Records drawn from a dataset:

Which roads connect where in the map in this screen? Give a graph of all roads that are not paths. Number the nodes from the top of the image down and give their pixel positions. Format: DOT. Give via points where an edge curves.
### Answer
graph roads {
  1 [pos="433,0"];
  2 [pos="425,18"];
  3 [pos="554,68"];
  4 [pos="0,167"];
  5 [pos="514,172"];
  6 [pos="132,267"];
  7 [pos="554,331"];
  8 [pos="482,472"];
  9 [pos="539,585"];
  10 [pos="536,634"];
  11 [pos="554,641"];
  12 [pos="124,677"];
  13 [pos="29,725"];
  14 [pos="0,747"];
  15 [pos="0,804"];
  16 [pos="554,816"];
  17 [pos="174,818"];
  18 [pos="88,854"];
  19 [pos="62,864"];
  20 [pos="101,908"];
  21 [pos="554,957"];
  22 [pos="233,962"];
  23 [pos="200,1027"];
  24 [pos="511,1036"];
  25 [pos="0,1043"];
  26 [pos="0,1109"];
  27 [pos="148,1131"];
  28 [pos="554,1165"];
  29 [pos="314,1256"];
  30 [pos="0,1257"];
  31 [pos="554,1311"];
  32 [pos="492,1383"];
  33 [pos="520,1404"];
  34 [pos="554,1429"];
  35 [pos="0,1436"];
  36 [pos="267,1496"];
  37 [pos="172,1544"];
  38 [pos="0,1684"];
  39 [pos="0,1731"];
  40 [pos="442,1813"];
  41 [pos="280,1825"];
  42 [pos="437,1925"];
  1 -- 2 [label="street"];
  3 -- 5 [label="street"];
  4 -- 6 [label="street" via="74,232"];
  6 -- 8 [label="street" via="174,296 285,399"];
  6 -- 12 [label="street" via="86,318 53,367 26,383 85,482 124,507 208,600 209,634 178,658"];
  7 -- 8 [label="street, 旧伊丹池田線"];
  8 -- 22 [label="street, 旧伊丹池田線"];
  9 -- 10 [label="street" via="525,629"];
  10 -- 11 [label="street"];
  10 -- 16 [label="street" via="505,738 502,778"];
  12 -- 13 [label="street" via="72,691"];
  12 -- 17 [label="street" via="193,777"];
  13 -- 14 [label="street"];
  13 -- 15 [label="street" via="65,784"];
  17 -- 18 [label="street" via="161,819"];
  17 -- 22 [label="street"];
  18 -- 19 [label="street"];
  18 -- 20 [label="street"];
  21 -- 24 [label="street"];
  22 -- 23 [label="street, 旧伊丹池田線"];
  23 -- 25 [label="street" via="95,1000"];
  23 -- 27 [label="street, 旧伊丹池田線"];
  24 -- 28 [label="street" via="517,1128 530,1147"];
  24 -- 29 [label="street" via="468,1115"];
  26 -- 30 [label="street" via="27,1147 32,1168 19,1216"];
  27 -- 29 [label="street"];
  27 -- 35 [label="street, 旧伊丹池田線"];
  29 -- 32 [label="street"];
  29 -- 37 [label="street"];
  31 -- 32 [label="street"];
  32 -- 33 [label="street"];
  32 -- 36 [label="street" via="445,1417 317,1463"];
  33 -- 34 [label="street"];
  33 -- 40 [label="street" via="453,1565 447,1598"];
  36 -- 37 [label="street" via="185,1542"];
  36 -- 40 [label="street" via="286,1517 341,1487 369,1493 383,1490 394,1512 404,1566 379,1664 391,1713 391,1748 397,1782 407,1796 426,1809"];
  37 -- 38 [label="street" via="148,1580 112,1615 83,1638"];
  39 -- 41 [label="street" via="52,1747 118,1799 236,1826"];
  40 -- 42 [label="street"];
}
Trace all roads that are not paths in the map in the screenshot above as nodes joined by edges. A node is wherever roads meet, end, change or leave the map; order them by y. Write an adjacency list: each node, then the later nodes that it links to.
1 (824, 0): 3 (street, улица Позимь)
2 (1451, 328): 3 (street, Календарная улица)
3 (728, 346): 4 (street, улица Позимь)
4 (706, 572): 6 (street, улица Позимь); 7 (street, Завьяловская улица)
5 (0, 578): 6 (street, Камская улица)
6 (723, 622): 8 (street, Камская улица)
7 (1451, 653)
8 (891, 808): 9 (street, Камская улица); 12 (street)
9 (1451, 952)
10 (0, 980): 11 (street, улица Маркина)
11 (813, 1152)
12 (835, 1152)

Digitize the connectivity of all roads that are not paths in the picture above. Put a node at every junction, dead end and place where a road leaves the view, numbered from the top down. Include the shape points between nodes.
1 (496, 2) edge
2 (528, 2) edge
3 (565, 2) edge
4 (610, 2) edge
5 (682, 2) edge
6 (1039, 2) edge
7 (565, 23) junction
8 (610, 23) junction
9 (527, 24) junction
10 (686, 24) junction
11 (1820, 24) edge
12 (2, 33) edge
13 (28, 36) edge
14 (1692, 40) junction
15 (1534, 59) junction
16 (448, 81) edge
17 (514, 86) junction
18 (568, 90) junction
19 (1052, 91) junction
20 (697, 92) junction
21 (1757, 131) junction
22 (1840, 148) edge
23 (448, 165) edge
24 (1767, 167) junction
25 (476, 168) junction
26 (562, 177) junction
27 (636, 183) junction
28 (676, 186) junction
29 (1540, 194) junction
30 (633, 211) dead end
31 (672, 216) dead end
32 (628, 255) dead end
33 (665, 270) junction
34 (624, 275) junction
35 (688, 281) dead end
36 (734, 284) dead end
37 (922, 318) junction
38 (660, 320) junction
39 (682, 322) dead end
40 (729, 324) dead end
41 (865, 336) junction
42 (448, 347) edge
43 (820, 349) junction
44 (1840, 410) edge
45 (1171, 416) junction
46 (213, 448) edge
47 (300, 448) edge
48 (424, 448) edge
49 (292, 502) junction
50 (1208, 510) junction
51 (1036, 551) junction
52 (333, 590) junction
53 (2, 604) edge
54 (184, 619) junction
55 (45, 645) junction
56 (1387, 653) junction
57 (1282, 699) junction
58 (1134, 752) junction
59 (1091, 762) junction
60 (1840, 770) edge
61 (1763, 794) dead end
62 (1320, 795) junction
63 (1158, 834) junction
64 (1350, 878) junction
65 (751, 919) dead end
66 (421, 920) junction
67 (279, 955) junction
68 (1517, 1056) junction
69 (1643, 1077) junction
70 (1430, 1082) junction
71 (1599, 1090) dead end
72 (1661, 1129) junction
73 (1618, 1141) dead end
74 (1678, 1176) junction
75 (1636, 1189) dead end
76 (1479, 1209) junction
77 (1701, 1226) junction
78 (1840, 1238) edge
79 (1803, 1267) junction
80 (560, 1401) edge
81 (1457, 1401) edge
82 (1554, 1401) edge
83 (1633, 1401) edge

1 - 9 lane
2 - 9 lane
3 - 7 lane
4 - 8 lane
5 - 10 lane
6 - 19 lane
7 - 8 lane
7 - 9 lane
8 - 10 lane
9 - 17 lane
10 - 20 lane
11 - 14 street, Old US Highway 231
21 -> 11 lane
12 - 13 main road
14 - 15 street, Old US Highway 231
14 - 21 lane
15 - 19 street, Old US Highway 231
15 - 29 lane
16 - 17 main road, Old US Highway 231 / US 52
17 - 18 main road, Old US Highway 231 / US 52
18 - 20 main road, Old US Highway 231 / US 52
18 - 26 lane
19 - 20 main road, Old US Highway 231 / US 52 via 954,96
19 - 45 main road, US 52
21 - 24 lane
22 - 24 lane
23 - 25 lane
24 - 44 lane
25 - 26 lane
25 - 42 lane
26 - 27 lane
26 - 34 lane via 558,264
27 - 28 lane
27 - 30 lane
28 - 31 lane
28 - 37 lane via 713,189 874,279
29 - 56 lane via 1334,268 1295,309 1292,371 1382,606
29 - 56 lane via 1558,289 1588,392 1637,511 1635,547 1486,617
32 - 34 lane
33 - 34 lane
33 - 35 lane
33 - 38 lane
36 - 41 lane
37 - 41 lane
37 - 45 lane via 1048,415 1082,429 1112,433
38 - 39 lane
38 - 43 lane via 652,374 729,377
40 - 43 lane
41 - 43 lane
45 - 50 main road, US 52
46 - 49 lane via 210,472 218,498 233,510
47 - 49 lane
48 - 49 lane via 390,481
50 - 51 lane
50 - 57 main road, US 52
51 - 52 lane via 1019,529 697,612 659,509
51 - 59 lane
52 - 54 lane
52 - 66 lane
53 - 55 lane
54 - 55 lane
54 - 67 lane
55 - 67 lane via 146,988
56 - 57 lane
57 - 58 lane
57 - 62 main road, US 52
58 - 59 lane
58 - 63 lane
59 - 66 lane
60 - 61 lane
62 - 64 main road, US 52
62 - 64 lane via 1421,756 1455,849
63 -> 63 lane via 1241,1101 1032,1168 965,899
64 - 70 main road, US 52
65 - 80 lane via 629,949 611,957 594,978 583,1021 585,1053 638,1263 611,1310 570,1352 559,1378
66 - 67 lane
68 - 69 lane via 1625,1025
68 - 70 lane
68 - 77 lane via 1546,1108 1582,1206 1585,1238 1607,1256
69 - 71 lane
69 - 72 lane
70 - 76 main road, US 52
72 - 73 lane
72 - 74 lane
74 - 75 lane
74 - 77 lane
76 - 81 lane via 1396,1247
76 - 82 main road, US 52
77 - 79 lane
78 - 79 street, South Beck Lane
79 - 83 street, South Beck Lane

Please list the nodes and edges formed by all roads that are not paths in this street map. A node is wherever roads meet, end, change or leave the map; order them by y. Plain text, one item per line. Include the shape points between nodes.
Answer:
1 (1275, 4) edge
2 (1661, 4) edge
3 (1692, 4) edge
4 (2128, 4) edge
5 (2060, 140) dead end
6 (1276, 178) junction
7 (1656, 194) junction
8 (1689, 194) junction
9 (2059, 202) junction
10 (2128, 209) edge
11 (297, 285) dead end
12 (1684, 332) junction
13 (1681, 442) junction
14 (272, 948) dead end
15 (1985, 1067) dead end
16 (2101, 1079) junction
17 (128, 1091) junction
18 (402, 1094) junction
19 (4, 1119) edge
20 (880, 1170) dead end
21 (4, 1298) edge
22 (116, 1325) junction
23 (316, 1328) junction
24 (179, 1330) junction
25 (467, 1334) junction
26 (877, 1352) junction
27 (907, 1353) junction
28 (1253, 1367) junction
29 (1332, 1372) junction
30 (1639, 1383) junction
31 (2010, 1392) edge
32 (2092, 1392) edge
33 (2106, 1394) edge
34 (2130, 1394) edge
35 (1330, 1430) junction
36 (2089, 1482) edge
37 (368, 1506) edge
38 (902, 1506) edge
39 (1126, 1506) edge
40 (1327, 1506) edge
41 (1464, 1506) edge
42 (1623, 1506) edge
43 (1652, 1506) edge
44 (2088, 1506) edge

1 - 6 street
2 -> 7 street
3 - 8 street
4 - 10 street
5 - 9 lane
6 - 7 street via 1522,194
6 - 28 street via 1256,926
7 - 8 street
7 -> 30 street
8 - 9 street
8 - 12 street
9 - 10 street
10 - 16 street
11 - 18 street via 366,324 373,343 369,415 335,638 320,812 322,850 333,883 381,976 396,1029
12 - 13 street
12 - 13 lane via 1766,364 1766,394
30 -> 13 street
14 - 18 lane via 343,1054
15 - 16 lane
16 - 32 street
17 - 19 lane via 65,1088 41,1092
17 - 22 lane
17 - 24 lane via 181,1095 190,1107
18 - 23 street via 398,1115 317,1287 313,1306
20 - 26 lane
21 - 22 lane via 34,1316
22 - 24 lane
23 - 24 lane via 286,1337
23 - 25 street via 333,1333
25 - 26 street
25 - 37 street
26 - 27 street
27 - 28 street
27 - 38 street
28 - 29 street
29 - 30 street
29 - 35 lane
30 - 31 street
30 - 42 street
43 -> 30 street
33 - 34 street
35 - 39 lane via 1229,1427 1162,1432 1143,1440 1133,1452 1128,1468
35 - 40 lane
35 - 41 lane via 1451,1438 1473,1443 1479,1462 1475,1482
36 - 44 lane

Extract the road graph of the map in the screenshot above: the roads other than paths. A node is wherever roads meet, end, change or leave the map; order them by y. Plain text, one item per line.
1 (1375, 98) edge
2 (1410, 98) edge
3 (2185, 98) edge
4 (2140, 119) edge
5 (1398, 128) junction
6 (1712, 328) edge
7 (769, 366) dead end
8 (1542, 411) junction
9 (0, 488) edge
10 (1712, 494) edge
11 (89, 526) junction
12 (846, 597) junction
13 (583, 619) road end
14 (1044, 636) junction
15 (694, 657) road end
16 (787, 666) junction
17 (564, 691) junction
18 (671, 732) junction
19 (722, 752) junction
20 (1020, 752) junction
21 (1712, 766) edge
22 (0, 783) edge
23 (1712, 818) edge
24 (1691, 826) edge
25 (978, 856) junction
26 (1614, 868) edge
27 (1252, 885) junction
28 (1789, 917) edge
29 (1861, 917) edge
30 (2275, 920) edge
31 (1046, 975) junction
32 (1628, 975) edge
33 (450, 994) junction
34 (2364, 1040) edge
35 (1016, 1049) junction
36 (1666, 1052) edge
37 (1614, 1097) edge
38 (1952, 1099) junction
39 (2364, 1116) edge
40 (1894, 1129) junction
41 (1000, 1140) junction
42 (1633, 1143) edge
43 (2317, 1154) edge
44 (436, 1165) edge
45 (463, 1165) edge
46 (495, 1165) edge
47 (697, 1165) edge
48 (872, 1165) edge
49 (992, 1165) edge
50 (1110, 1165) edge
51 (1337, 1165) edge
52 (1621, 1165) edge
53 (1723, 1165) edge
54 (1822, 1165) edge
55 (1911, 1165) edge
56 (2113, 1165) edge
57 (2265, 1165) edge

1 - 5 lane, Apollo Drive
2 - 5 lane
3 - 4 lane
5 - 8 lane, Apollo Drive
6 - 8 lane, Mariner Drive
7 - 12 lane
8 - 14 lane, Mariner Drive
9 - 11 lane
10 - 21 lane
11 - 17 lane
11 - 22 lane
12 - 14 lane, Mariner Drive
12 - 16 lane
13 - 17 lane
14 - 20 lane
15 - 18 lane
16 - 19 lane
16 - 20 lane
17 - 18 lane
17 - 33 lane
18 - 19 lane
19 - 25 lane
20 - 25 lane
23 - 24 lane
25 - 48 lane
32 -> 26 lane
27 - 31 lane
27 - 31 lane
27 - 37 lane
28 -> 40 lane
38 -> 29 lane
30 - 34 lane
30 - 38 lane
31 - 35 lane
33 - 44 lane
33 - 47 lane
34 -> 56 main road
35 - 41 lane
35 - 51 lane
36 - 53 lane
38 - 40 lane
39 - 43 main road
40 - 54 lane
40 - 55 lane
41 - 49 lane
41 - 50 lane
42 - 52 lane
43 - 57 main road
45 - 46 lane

**Task item:** Each line of the data above containing the string "Apollo" is to be copied.

**Written answer:**
1 - 5 lane, Apollo Drive
5 - 8 lane, Apollo Drive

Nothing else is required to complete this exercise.